ASSIGNED TASK: Take every record and write it out again exactly, with no images included.

Saved data entries

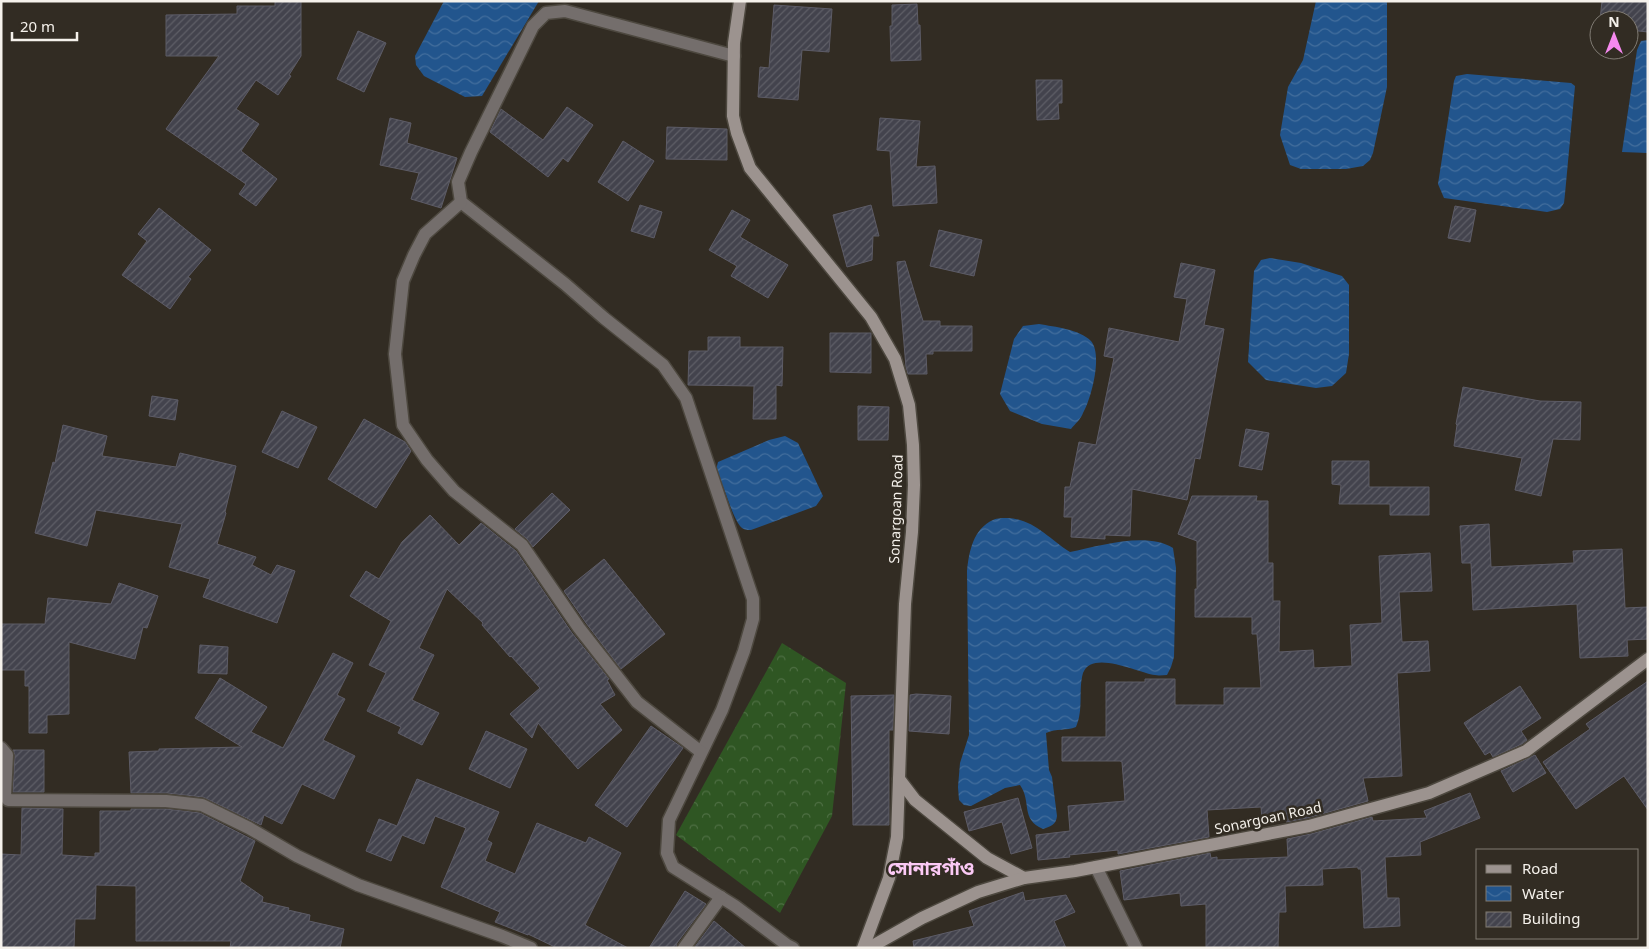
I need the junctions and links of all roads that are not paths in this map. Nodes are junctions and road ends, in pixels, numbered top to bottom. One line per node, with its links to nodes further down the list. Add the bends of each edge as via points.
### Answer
1 (740, 1): 2 (main road, Sonargoan Road)
2 (734, 56): 3 (street, via 565,11 546,13 532,26 471,152 458,182); 7 (main road, Sonargoan Road, via 733,116 750,168 871,317 895,359 909,406 914,485 905,604)
3 (461, 202): 6 (street, via 663,364 686,398 753,599 753,619 744,651 722,710); 6 (street, via 425,234 403,281 395,354 403,425 454,491 522,545 579,628 636,702)
4 (1648, 659): 8 (main road, Sonargoan Road, via 1526,751 1429,793 1309,826)
5 (1, 748): 11 (street, via 7,754 8,800 166,801 202,805 358,885)
6 (701, 752): 10 (street, via 669,820 667,853 673,867)
7 (898, 779): 9 (main road, via 915,800 988,858); 14 (main road, Sonargoan Road, via 897,837 890,870)
8 (1096, 867): 9 (main road, Sonargoan Road); 16 (street)
9 (1024, 878): 15 (main road, Sonargoan Road, via 978,892)
10 (721, 897): 12 (street); 13 (street)
11 (531, 948)
12 (684, 948)
13 (793, 948)
14 (863, 948)
15 (869, 948)
16 (1136, 948)

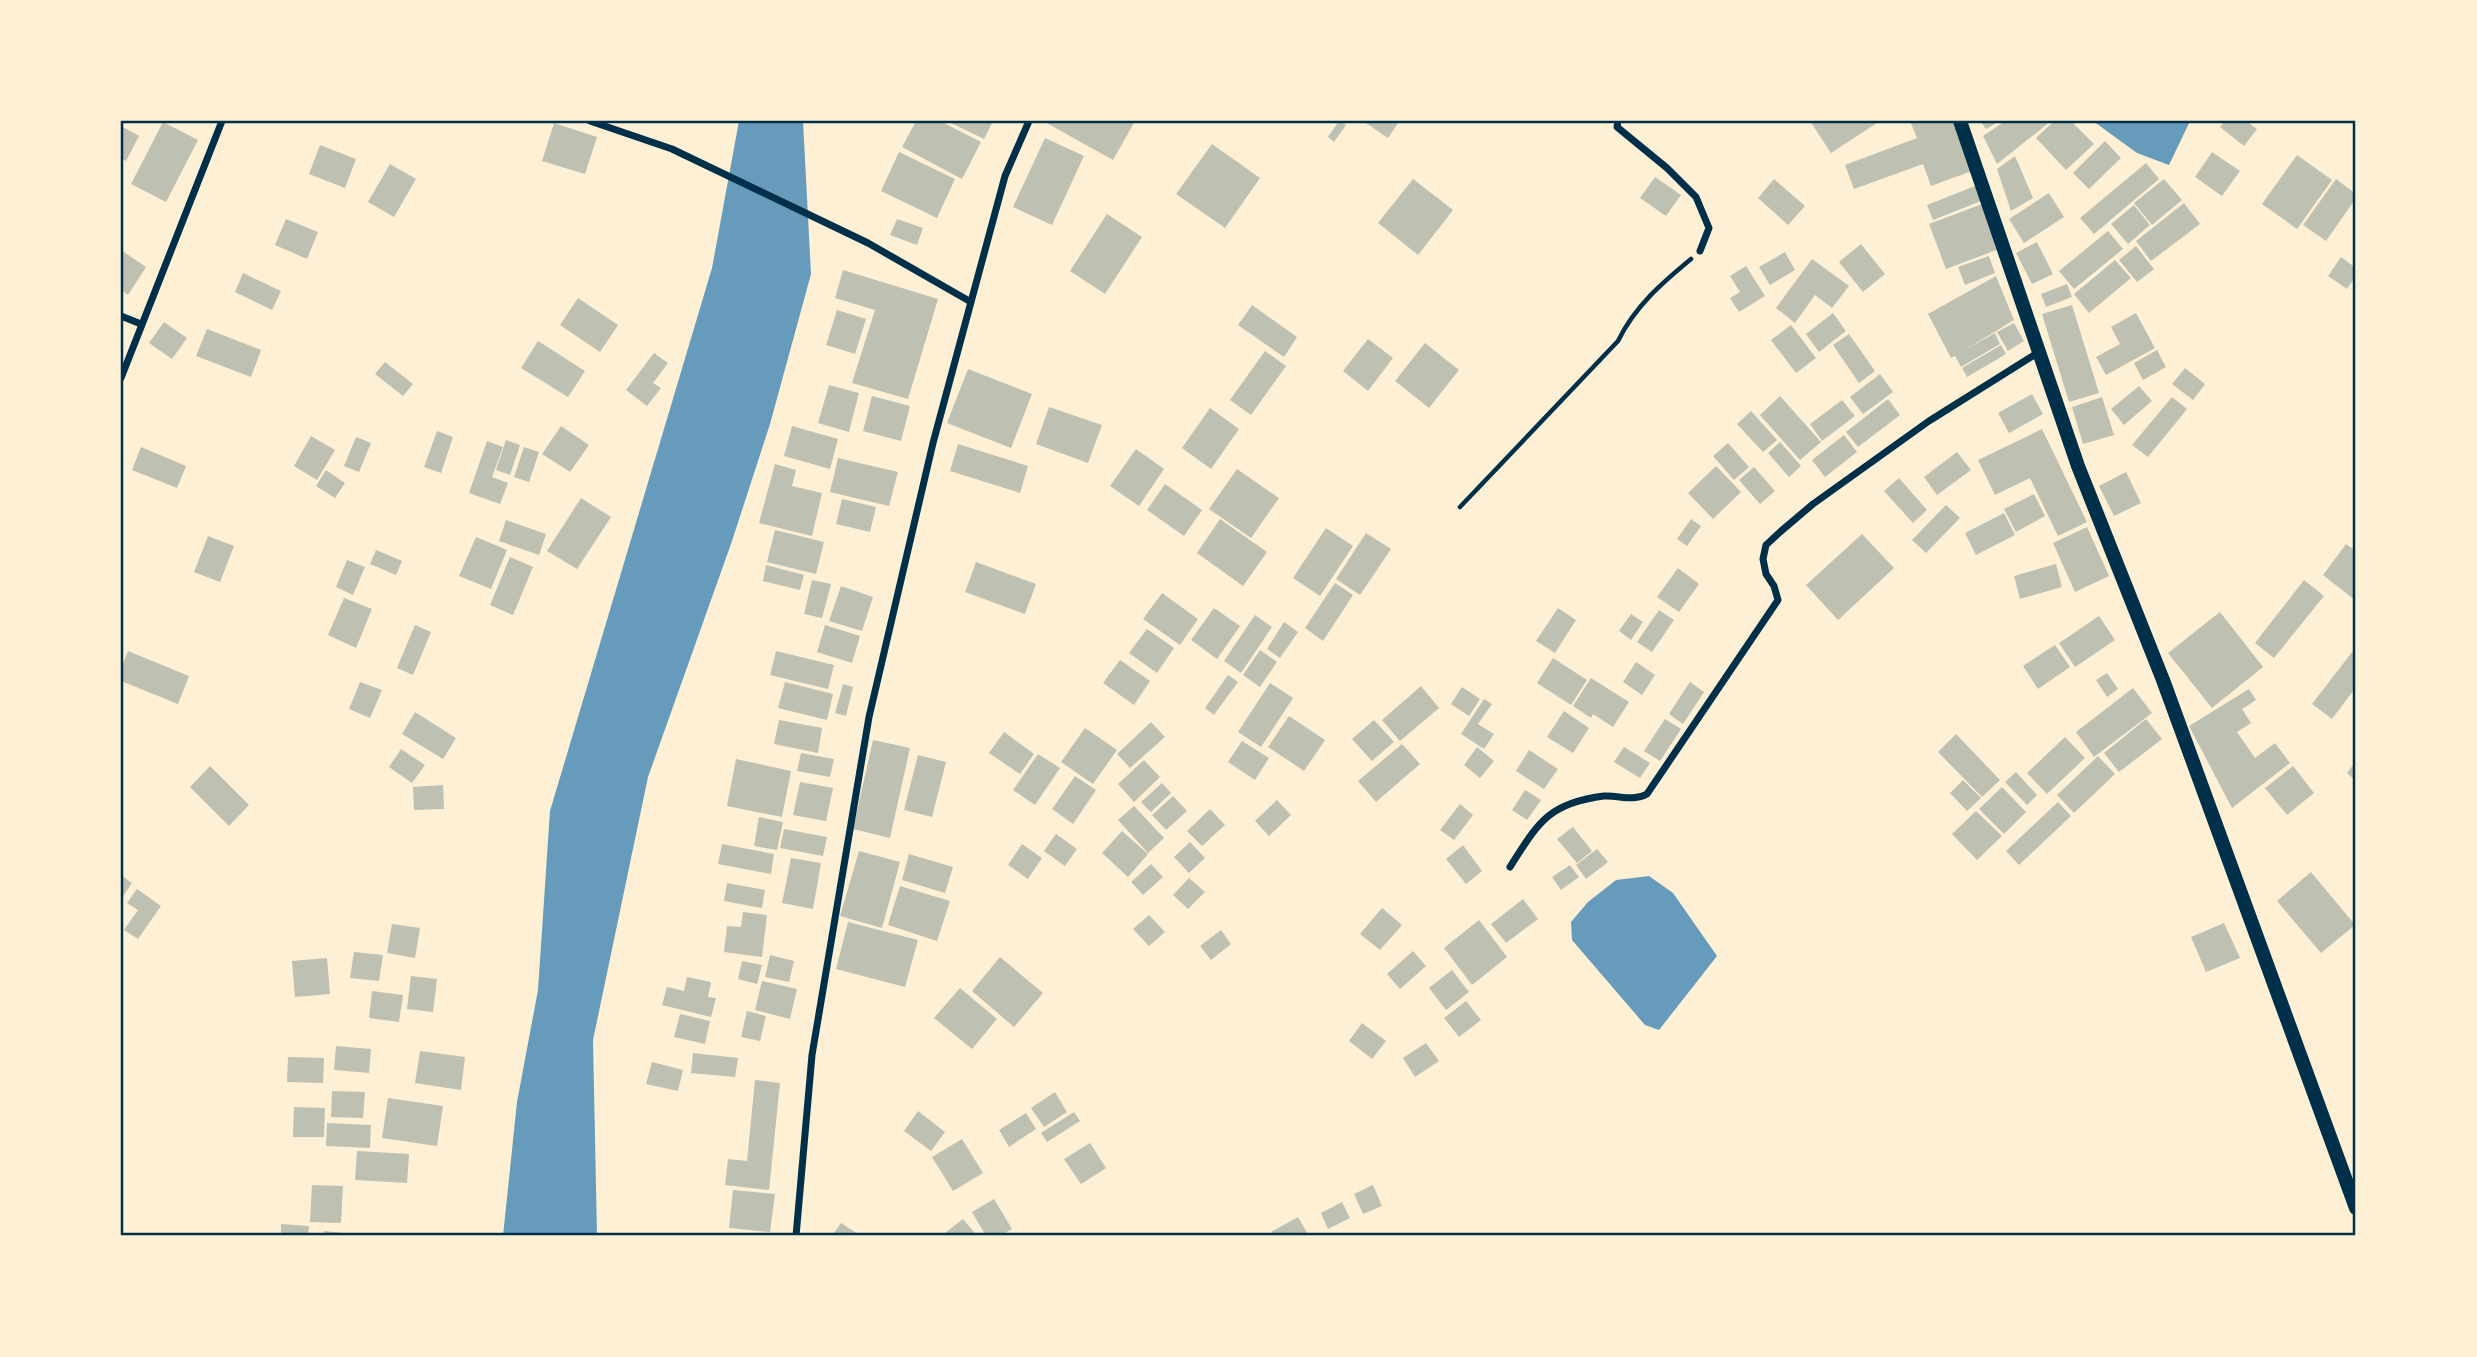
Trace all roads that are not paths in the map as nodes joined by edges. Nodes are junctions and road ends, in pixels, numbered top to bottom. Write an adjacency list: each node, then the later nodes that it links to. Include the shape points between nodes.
1 (222, 121): 9 (street)
2 (590, 121): 7 (street, via 672,149 869,243)
3 (1029, 121): 7 (street, via 1005,176)
4 (1618, 121): 6 (street, via 1617,127 1696,197 1709,228)
5 (1960, 121): 10 (main road)
6 (1700, 251)
7 (971, 302): 14 (street, via 869,717 812,1055)
8 (121, 316): 9 (street)
9 (141, 324): 11 (street)
10 (2039, 352): 12 (street, via 1929,421 1813,504 1766,545 1766,574 1778,600 1647,794 1595,798 1549,813); 13 (main road)
11 (121, 378)
12 (1510, 867)
13 (2356, 1208)
14 (796, 1236)

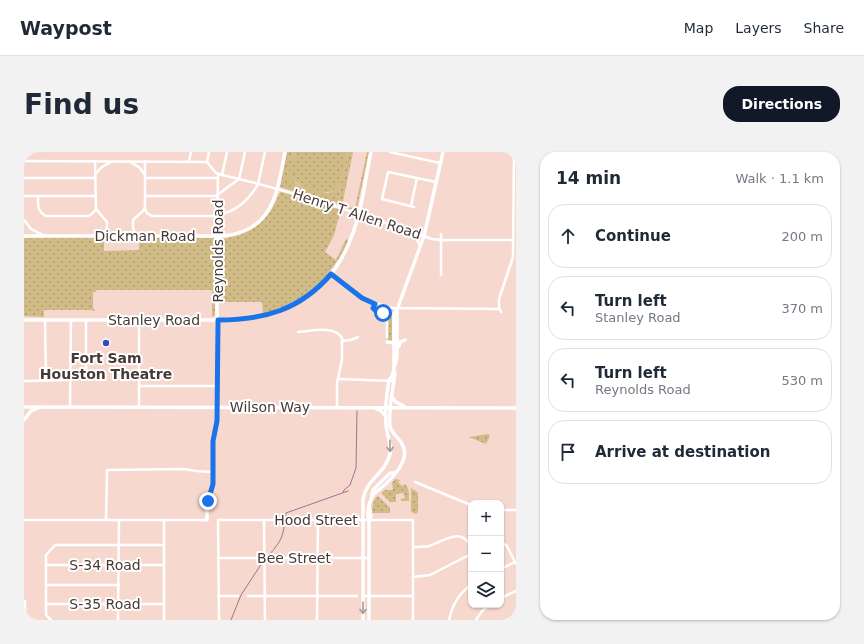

EXERCISE RESULT:
I need the junctions and links of all roads that are not paths in this map. Nodes are junctions and road ends, in pixels, numbered top to bottom. One line per node, with its links to nodes further down the list. Add the bends of each edge as via points.
### Answer
1 (740, 1): 2 (main road, Sonargoan Road)
2 (734, 56): 3 (street, via 565,11 546,13 532,26 471,152 458,182); 7 (main road, Sonargoan Road, via 733,116 750,168 871,317 895,359 909,406 914,485 905,604)
3 (461, 202): 6 (street, via 663,364 686,398 753,599 753,619 744,651 722,710); 6 (street, via 425,234 403,281 395,354 403,425 454,491 522,545 579,628 636,702)
4 (1648, 659): 8 (main road, Sonargoan Road, via 1526,751 1429,793 1309,826)
5 (1, 748): 11 (street, via 7,754 8,800 166,801 202,805 358,885)
6 (701, 752): 10 (street, via 669,820 667,853 673,867)
7 (898, 779): 9 (main road, via 915,800 988,858); 14 (main road, Sonargoan Road, via 897,837 890,870)
8 (1096, 867): 9 (main road, Sonargoan Road); 16 (street)
9 (1024, 878): 15 (main road, Sonargoan Road, via 978,892)
10 (721, 897): 12 (street); 13 (street)
11 (531, 948)
12 (684, 948)
13 (793, 948)
14 (863, 948)
15 (869, 948)
16 (1136, 948)

Trace all roads that are not paths in the map as nodes joined by edges. Nodes are junctions and road ends, in pixels, numbered top to bottom. Write an adjacency list: each node, then the later nodes that it links to. Include the shape points between nodes.
1 (222, 121): 9 (street)
2 (590, 121): 7 (street, via 672,149 869,243)
3 (1029, 121): 7 (street, via 1005,176)
4 (1618, 121): 6 (street, via 1617,127 1696,197 1709,228)
5 (1960, 121): 10 (main road)
6 (1700, 251)
7 (971, 302): 14 (street, via 869,717 812,1055)
8 (121, 316): 9 (street)
9 (141, 324): 11 (street)
10 (2039, 352): 12 (street, via 1929,421 1813,504 1766,545 1766,574 1778,600 1647,794 1595,798 1549,813); 13 (main road)
11 (121, 378)
12 (1510, 867)
13 (2356, 1208)
14 (796, 1236)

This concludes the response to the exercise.